Check every line of the data below for "paths". Copy each one that has it.

Saved data entries
____________

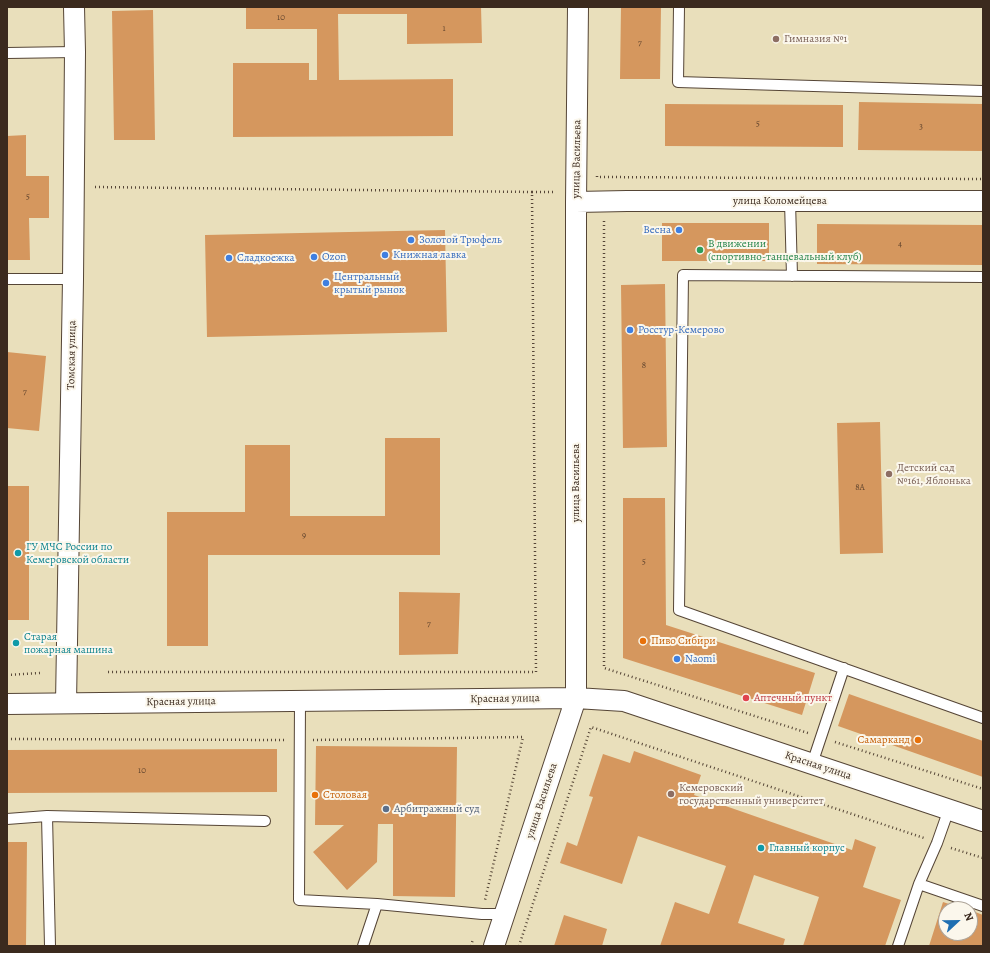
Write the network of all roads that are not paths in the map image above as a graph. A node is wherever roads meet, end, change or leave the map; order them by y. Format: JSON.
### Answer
{"nodes":[{"id":1,"x":74,"y":7,"type":"edge"},
{"id":2,"x":578,"y":7,"type":"edge"},
{"id":3,"x":679,"y":7,"type":"edge"},
{"id":4,"x":7,"y":52,"type":"edge"},
{"id":5,"x":75,"y":52,"type":"junction"},
{"id":6,"x":983,"y":91,"type":"edge"},
{"id":7,"x":790,"y":201,"type":"junction"},
{"id":8,"x":983,"y":201,"type":"edge"},
{"id":9,"x":576,"y":202,"type":"junction"},
{"id":10,"x":792,"y":276,"type":"junction"},
{"id":11,"x":983,"y":277,"type":"edge"},
{"id":12,"x":7,"y":279,"type":"edge"},
{"id":13,"x":73,"y":279,"type":"junction"},
{"id":14,"x":844,"y":668,"type":"junction"},
{"id":15,"x":576,"y":698,"type":"junction"},
{"id":16,"x":300,"y":701,"type":"junction"},
{"id":17,"x":66,"y":703,"type":"junction"},
{"id":18,"x":7,"y":704,"type":"edge"},
{"id":19,"x":983,"y":718,"type":"edge"},
{"id":20,"x":812,"y":764,"type":"junction"},
{"id":21,"x":949,"y":809,"type":"junction"},
{"id":22,"x":47,"y":816,"type":"junction"},
{"id":23,"x":7,"y":819,"type":"edge"},
{"id":24,"x":265,"y":821,"type":"dead end"},
{"id":25,"x":983,"y":821,"type":"edge"},
{"id":26,"x":919,"y":884,"type":"junction"},
{"id":27,"x":377,"y":904,"type":"junction"},
{"id":28,"x":983,"y":906,"type":"edge"},
{"id":29,"x":506,"y":914,"type":"junction"},
{"id":30,"x":50,"y":946,"type":"edge"},
{"id":31,"x":363,"y":946,"type":"edge"},
{"id":32,"x":494,"y":946,"type":"edge"},
{"id":33,"x":898,"y":946,"type":"edge"}],
"edges":[{"from":1,"to":5,"type":"street","name":"Томская улица"},
{"from":2,"to":9,"type":"street","name":"улица Васильева"},
{"from":3,"to":6,"type":"lane"},
{"from":4,"to":5,"type":"lane"},
{"from":5,"to":13,"type":"street","name":"Томская улица"},
{"from":7,"to":8,"type":"street","name":"улица Коломейцева"},
{"from":7,"to":9,"type":"street","name":"улица Коломейцева"},
{"from":7,"to":10,"type":"lane"},
{"from":9,"to":15,"type":"street","name":"улица Васильева"},
{"from":10,"to":11,"type":"lane"},
{"from":10,"to":14,"type":"lane"},
{"from":12,"to":13,"type":"lane"},
{"from":13,"to":17,"type":"street","name":"Томская улица"},
{"from":14,"to":19,"type":"lane"},
{"from":14,"to":20,"type":"lane"},
{"from":15,"to":16,"type":"street","name":"Красная улица"},
{"from":15,"to":20,"type":"street","name":"Красная улица"},
{"from":15,"to":29,"type":"street","name":"улица Васильева"},
{"from":16,"to":17,"type":"street","name":"Красная улица"},
{"from":16,"to":27,"type":"lane"},
{"from":17,"to":18,"type":"street","name":"Красная улица"},
{"from":20,"to":21,"type":"street","name":"Красная улица"},
{"from":21,"to":25,"type":"street","name":"Красная улица"},
{"from":21,"to":26,"type":"lane"},
{"from":22,"to":23,"type":"lane"},
{"from":22,"to":24,"type":"lane"},
{"from":22,"to":30,"type":"lane"},
{"from":26,"to":28,"type":"lane"},
{"from":26,"to":33,"type":"lane"},
{"from":27,"to":29,"type":"lane"},
{"from":27,"to":31,"type":"lane"},
{"from":29,"to":32,"type":"street","name":"улица Васильева"}]}
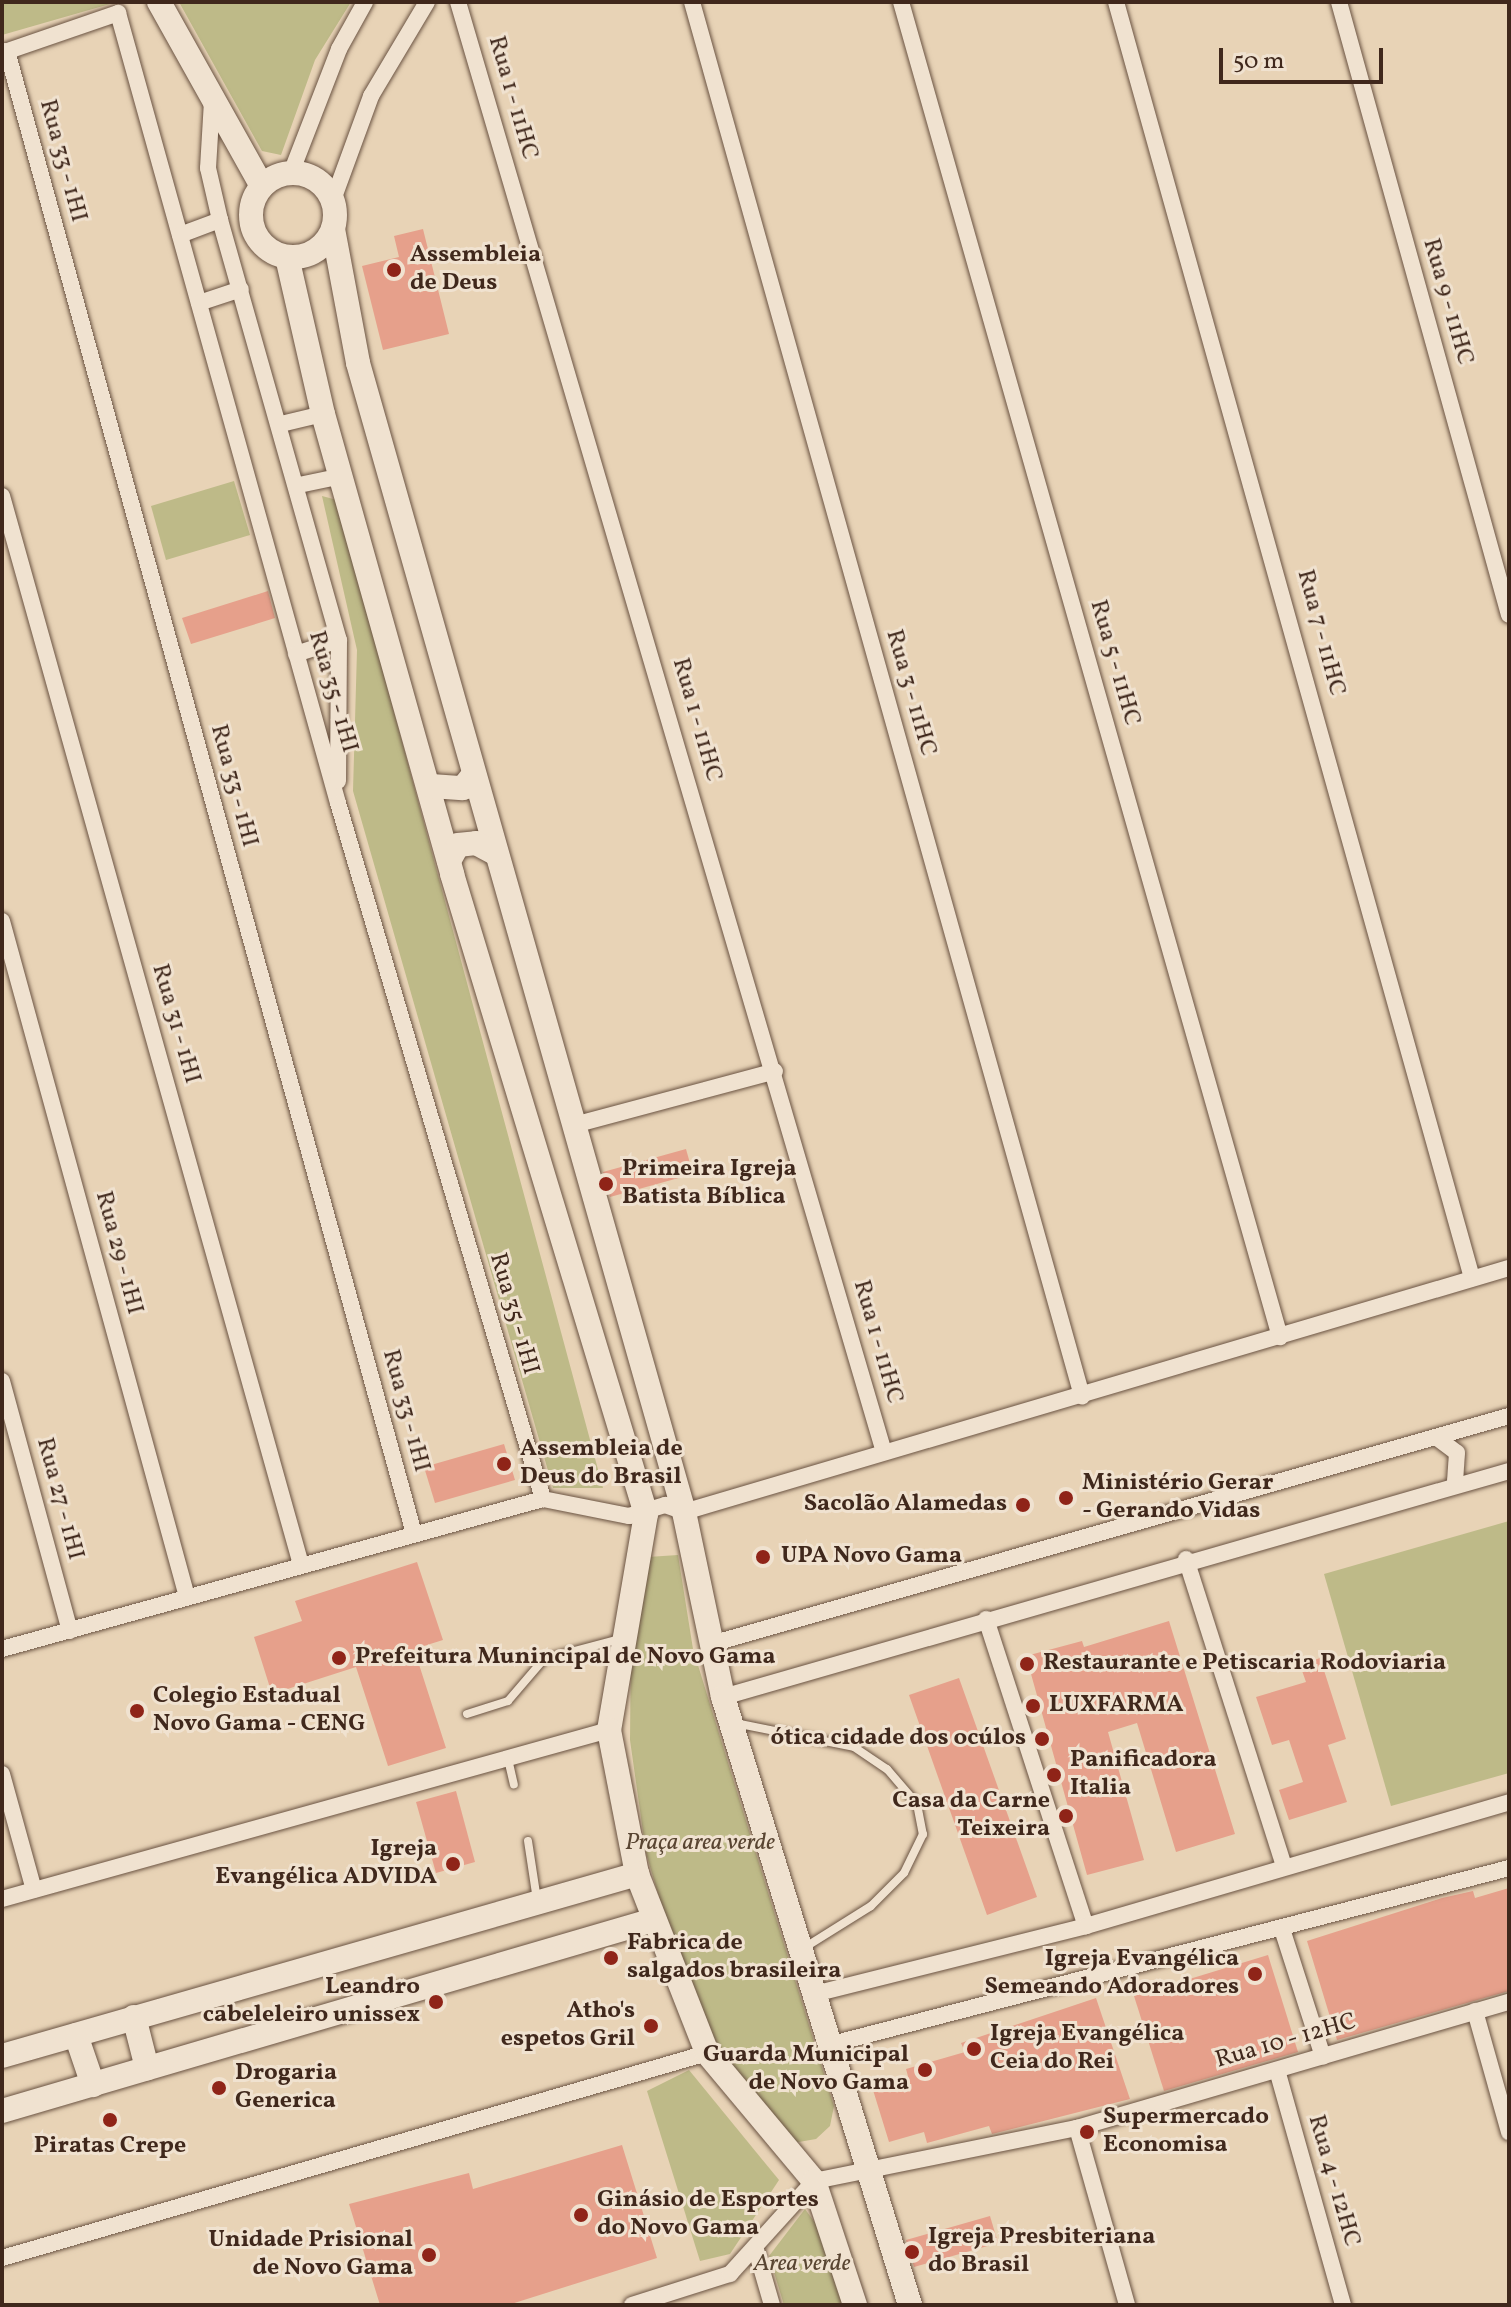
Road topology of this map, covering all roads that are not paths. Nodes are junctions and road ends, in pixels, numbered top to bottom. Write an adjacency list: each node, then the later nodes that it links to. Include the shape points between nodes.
1 (159, 2): 10 (street)
2 (365, 2): 11 (street, via 339,49)
3 (427, 2): 13 (street, via 371,96)
4 (458, 2): 34 (street, Rua 1 - 11HC)
5 (692, 2): 40 (street, Rua 3 - 11HC)
6 (901, 2): 38 (street, Rua 5 - 11HC)
7 (1116, 2): 37 (street, Rua 7 - 11HC)
8 (1339, 2): 25 (street, Rua 9 - 11HC)
9 (4, 52): 16 (street, Rua 35 - 1HI, via 118,13); 49 (street, Rua 33 - 1HI)
10 (212, 101): 12 (street); 14 (street, via 208,168)
11 (291, 173): 12 (street); 13 (street, via 317,180)
12 (262, 186): 17 (street, via 251,206 253,229 266,248)
13 (333, 200): 15 (street)
14 (220, 220): 16 (street); 18 (street)
15 (333, 229): 17 (street, via 310,254); 28 (street, via 358,363)
16 (180, 235): 19 (street, Rua 35 - 1HI)
17 (287, 257): 20 (street)
18 (241, 289): 19 (street); 21 (street)
19 (199, 303): 27 (street, Rua 35 - 1HI)
20 (323, 414): 21 (street); 22 (street)
21 (281, 424): 23 (street)
22 (342, 476): 23 (street); 29 (street)
23 (299, 485): 26 (street)
24 (2, 496): 51 (street, Rua 31 - 1HI)
25 (1509, 615)
26 (339, 640): 27 (street); 30 (street)
27 (296, 654): 30 (street, Rua 35 - 1HI)
28 (473, 775): 29 (street, via 463,788); 31 (street)
29 (431, 786): 32 (street)
30 (338, 803): 46 (street, Rua 35 - 1HI)
31 (495, 853): 32 (street, via 476,843 458,845); 35 (street)
32 (449, 861): 48 (street)
33 (2, 921): 52 (street, Rua 29 - 1HI)
34 (775, 1071): 35 (street); 43 (street, Rua 1 - 11HC)
35 (574, 1125): 47 (street)
36 (1509, 1268): 37 (street)
37 (1472, 1278): 38 (street)
38 (1280, 1337): 40 (street)
39 (2, 1381): 54 (street, Rua 27 - 1HI)
40 (1082, 1396): 43 (street)
41 (1509, 1416): 42 (street)
42 (1436, 1437): 45 (street, via 1457,1453); 56 (street)
43 (884, 1452): 47 (street)
44 (1509, 1471): 45 (street)
45 (1455, 1485): 50 (street)
46 (543, 1499): 48 (street); 49 (street)
47 (684, 1512): 48 (street, via 665,1505); 56 (street)
48 (646, 1514): 55 (street)
49 (414, 1534): 51 (street)
50 (1186, 1559): 53 (street); 67 (street)
51 (301, 1565): 52 (street)
52 (187, 1597): 54 (street)
53 (986, 1619): 58 (street); 74 (street)
54 (70, 1631): 57 (street)
55 (620, 1639): 59 (lane, via 544,1659 508,1701); 61 (street)
56 (711, 1644): 58 (street)
57 (2, 1649)
58 (723, 1697): 60 (street)
59 (467, 1714)
60 (732, 1723): 76 (street); 76 (lane, via 854,1747 887,1769 917,1804 923,1834 904,1873 871,1906)
61 (609, 1730): 62 (street); 69 (street)
62 (508, 1758): 64 (lane); 70 (street)
63 (2, 1774): 70 (street)
64 (514, 1784)
65 (1509, 1802): 67 (street)
66 (528, 1841): 72 (lane)
67 (1284, 1866): 74 (street)
68 (1509, 1868): 75 (street)
69 (637, 1874): 72 (street); 73 (street)
70 (34, 1890): 71 (street)
71 (2, 1899)
72 (537, 1902): 80 (street)
73 (653, 1920): 83 (street); 86 (street)
74 (1086, 1926): 77 (street)
75 (1282, 1929): 82 (street); 85 (street)
76 (804, 1949): 77 (street)
77 (818, 1993): 82 (street)
78 (1509, 2002): 79 (street, Rua 10 - 12HC)
79 (1475, 2011): 85 (street, Rua 10 - 12HC); 91 (street)
80 (134, 2017): 81 (street); 86 (street)
81 (76, 2035): 84 (street); 88 (street)
82 (832, 2044): 92 (street)
83 (707, 2053): 93 (street); 95 (street)
84 (2, 2056)
85 (1323, 2057): 87 (street, Rua 10 - 12HC)
86 (147, 2068): 88 (street)
87 (1277, 2070): 90 (street, Rua 10 - 12HC); 102 (street, Rua 4 - 12HC)
88 (93, 2085): 89 (street)
89 (2, 2111)
90 (1077, 2128): 92 (street, Rua 10 - 12HC); 101 (street)
91 (1509, 2132)
92 (872, 2172): 93 (street, Rua 10 - 12HC); 100 (street)
93 (814, 2181): 94 (street); 99 (street)
94 (756, 2250): 96 (street, via 723,2278); 98 (street)
95 (2, 2258)
96 (650, 2303): 97 (street)
97 (632, 2305)
98 (772, 2305)
99 (855, 2305)
100 (910, 2305)
101 (1127, 2305)
102 (1343, 2305)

____________

• [SOLUTION FOR THIS PROBLEM]:
Write the network of all roads that are not paths in the map image above as a graph. A node is wherever roads meet, end, change or leave the map; order them by y. Format: JSON.
Road topology of this map, covering all roads that are not paths. Nodes are junctions and road ends, in pixels, numbered top to bottom. Write an adjacency list: each node, then the later nodes that it links to. Include the shape points between nodes.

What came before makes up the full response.